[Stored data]
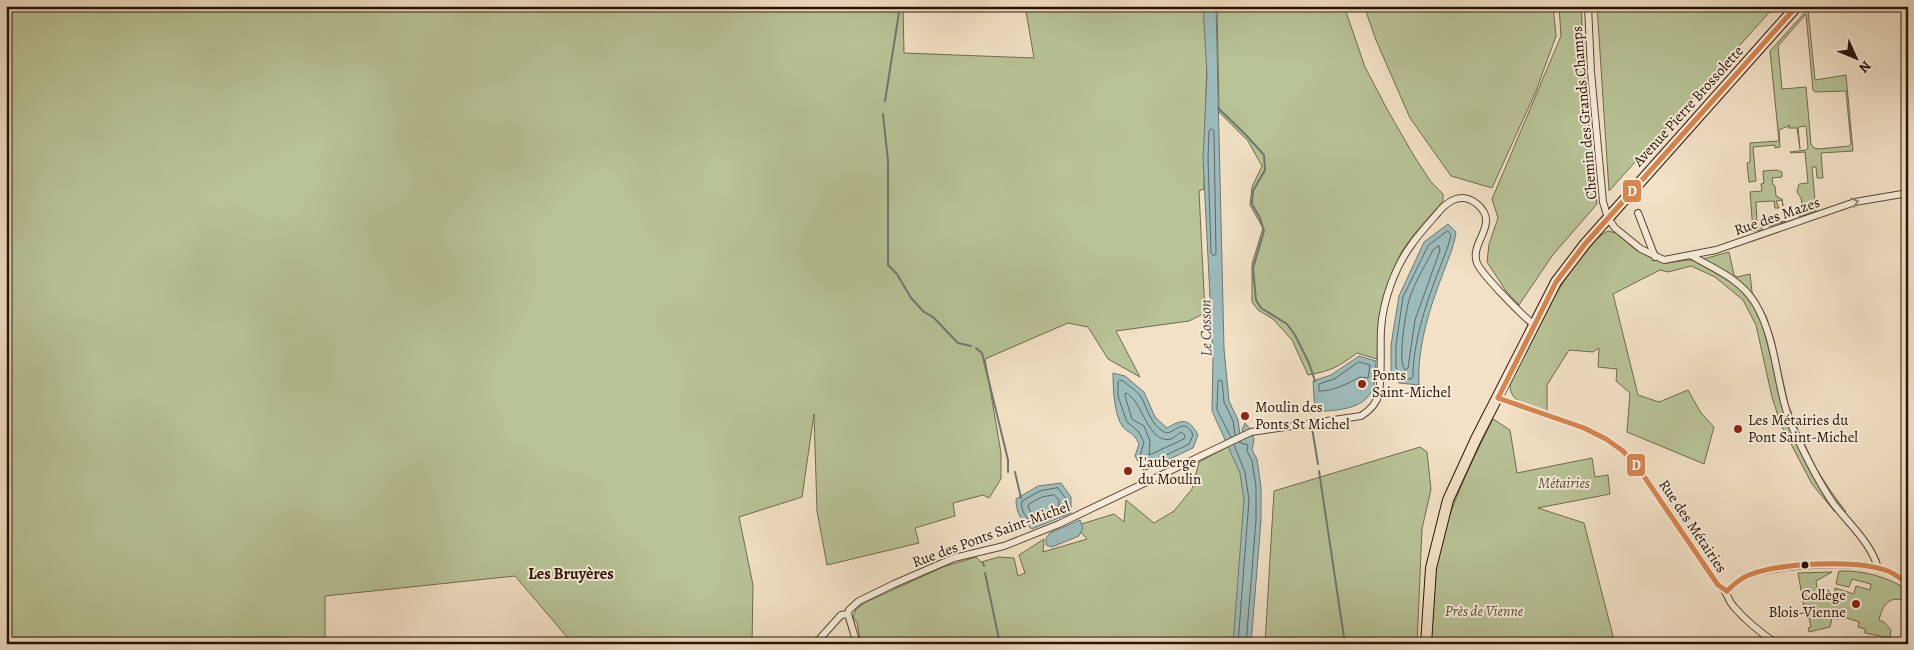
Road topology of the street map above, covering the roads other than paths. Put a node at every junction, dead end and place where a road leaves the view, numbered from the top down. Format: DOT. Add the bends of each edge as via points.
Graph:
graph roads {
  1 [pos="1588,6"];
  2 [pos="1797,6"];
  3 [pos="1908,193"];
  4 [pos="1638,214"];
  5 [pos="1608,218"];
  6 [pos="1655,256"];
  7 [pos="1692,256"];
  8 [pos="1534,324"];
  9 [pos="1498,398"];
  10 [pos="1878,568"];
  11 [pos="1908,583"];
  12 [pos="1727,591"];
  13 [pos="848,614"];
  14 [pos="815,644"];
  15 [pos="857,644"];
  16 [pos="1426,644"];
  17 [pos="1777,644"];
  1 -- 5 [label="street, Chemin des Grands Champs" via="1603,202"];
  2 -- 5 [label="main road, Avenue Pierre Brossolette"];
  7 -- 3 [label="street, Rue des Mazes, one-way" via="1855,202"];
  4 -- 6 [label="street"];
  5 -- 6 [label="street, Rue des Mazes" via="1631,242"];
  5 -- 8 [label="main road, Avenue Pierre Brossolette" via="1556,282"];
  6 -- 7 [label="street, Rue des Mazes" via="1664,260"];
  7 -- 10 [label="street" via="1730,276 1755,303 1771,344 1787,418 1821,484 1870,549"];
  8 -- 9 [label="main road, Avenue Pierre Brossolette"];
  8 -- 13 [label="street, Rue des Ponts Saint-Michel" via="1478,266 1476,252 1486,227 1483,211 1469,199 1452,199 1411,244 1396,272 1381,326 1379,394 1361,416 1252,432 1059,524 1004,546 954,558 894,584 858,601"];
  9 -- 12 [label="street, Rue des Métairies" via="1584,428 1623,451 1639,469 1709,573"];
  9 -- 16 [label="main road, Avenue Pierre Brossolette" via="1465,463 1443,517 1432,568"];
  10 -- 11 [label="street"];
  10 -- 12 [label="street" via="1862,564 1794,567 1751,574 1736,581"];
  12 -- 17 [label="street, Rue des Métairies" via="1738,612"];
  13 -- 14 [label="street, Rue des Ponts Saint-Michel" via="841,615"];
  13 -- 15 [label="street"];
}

--

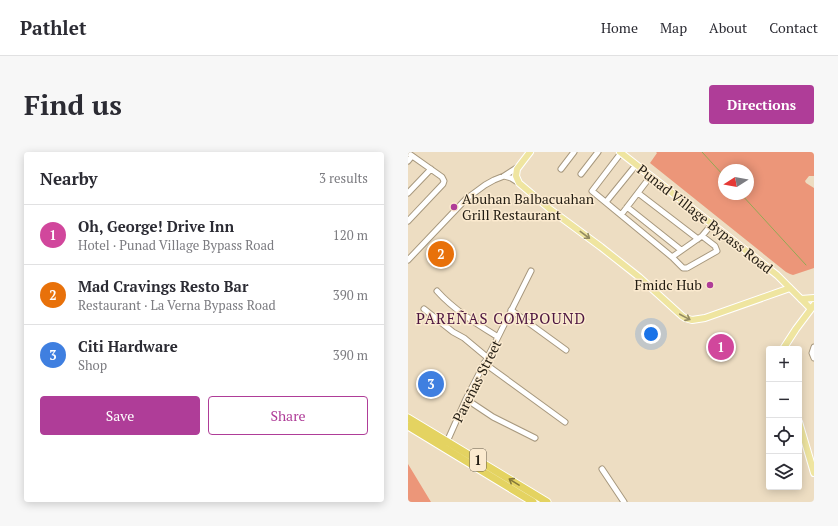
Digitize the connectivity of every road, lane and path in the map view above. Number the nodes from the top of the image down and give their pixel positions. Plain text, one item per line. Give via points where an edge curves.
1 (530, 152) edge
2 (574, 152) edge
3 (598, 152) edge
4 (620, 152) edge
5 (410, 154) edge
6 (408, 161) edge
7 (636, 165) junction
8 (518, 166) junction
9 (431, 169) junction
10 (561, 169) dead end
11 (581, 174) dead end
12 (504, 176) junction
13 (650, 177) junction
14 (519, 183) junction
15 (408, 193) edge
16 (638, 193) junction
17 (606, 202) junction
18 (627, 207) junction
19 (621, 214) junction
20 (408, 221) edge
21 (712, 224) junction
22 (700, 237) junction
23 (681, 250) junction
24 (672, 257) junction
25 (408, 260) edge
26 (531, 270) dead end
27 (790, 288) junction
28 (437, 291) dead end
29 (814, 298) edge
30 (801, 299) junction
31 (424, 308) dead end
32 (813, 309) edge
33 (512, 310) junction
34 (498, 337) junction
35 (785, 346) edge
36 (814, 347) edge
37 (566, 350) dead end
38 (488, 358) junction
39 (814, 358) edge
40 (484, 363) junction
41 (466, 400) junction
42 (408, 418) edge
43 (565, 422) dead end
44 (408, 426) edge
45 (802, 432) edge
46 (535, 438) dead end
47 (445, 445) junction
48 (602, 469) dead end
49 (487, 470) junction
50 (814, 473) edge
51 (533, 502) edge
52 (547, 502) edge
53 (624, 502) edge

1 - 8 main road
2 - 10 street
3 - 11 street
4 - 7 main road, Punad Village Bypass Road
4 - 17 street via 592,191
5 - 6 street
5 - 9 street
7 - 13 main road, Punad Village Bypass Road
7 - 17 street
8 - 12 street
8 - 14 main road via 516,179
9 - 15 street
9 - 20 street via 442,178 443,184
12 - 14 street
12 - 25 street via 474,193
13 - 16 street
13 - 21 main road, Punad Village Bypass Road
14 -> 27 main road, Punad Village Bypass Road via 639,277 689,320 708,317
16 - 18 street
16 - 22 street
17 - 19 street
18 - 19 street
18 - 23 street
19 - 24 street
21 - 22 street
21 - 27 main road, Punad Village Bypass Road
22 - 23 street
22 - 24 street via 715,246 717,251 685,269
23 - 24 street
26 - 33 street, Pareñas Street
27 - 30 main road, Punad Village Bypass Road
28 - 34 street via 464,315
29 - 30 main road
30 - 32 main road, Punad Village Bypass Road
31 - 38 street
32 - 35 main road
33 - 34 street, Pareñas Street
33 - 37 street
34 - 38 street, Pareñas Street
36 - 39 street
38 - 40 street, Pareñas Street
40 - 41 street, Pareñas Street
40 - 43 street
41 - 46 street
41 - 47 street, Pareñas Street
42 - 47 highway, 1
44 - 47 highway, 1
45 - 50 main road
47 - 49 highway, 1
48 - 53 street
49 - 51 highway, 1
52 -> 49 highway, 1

Problem description: Scan the data above; copy every line where "Pareñas" appears.

Finished task:
26 - 33 street, Pareñas Street
33 - 34 street, Pareñas Street
34 - 38 street, Pareñas Street
38 - 40 street, Pareñas Street
40 - 41 street, Pareñas Street
41 - 47 street, Pareñas Street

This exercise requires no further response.